Buy bus tickets before boarding from corner stores and other shops. The payment system for most mass transit in Italy (trains, city buses, subway) is based on voluntary payment combined with sporadic enforcement. Specifically, you buy a ticket which can be used at any time (for that level of service, anyway) and when you use it you validate the ticket by sticking it into a machine that stamps a date on it. Once in a while (with varying frequency depending on the mode of transportation) someone will ask you for your ticket and if you don’t have one you get a fine, and theoretically (sometimes happens) you can be asked to present to the Police for a formal report. Usually line enforcers aren’t very condescending, especially in northern Italy. In almost every city there’s a different pricing scheme, so check in advance ticket formulas and availability.
For tourist may be very convenient to buy daily (or multi-day) tickets that allow you to travel as much as you want in a single (or more) day. Every major city also has some type of City Card, a fixed-fee card allowing you to travel on local public transportation, visit a number of museums and giving you discounts on shops, hotels and restaurants.
Check for both these possibilities at local Tourist’s Office or on city’s website (which is often of the form www.comune.cityname.it as for example www.comune.roma.it).
Hitchhiking in Italy is related with the hippies and “on the road” kind of culture. Therefore, it is considered out-dated and useless. You will rarely find Italians hitchhiking unless there’s a serious problem with the bus or other means of transportation. Hitchhiking in the summer in touristy areas works okay because you’ll get rides from Northern European tourists, and it works okay in very rural areas as long as there is consistent traffic (because you’re still playing the odds), but hitchhiking near large cities or along busy routes is extremely frustrating. As long as you stay on the Autostrada, hitching from one “Area Servizio” to the next, you will not have any trouble crossing the country. Off the Autostrada things are a bit more difficult: Italians are generally very friendly and open people, but they’re less likely to pick up hitchhikers than anyone else in the world. It is easier to hitchhike out of the Bronx than it is to hitchhike in Italy. Hitchhiking is not recommended for women travelling alone. Hitchhiking along expressways and highways is forbidden.

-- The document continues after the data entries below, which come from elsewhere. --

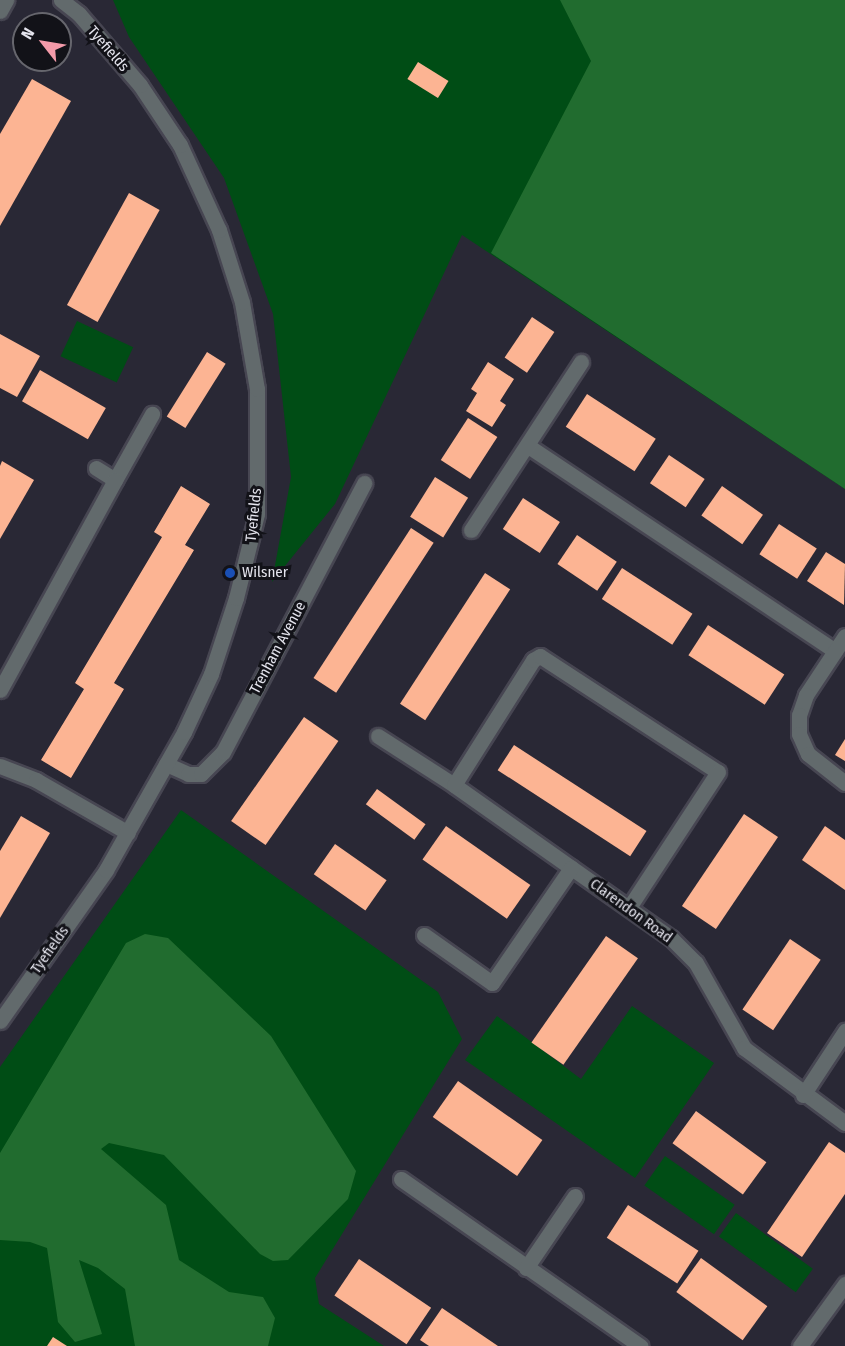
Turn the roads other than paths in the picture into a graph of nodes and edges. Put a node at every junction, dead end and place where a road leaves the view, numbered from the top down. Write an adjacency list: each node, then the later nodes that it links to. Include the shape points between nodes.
1 (6, 0): 3 (street)
2 (61, 0): 15 (street, Tyefields, via 140,85 180,145 219,230 242,302 257,389 257,514 249,557 210,674)
3 (0, 11)
4 (581, 362): 6 (street)
5 (152, 414): 8 (street)
6 (528, 446): 10 (street); 12 (street)
7 (96, 468): 8 (street)
8 (115, 480): 13 (street)
9 (364, 483): 15 (street, Trenham Avenue, via 222,752 201,774 188,774)
10 (471, 530)
11 (845, 636): 12 (street)
12 (835, 651): 17 (street, via 806,695 799,715 800,734 808,754)
13 (0, 690)
14 (378, 736): 18 (street, Clarendon Road)
15 (166, 764): 19 (street, Tyefields)
16 (0, 766): 19 (street, via 36,780)
17 (845, 783)
18 (454, 785): 20 (street, Clarendon Road); 21 (street, via 533,660 540,656 718,772)
19 (128, 833): 23 (street, Tyefields)
20 (572, 868): 21 (street, Clarendon Road); 22 (street, via 492,983)
21 (630, 906): 25 (street, Clarendon Road, via 696,963 744,1048)
22 (423, 935)
23 (0, 1021)
24 (845, 1031): 25 (street)
25 (803, 1095): 26 (street, Clarendon Road)
26 (845, 1123)
27 (401, 1179): 29 (street)
28 (575, 1196): 29 (street)
29 (526, 1268): 31 (street)
30 (845, 1284): 32 (street)
31 (640, 1346)
32 (800, 1346)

For sailors and non-sailors alike: Italy is best approached from the sea and it is more convenient and comfortable than traditional onshore “tours”. A yacht charter to Italy is the most fulfilling way to experience this magnificent country. Although the yacht charter industry is smaller than one would expect for this incredibly popular tourist destination, there are many reasons to choose a yacht over a more conventional onshore approach. The Italian coast, like the French coast, attracts luxury yacht charters of the highest standards. “Touring” Italy from a private yacht is surprisingly convenient and comfortable. Experience the breathtaking scenery, fascinating history and the unrivaled Italian lifestyle as local Italian people do when on their vacations. Italy’s dramatic coastline is best appreciated from the sea and the Italians know it! In between visiting the numerous cultural destinations for which Italy is renown, there is always time to take a refreshing swim. Most enjoyable, is relishing the fact that from a private yacht you have a certain relief from the crowds and traffic that are traditionally unavoidable in Italy’s most popular destinations. There are major distinct nautical regions in Italy: Tuscany, Amalfi Coast, Sardinia and Sicily. Each has its own flavor and focus. Be sure to plan your itinerary carefully as each region is rewarding in its own particular way.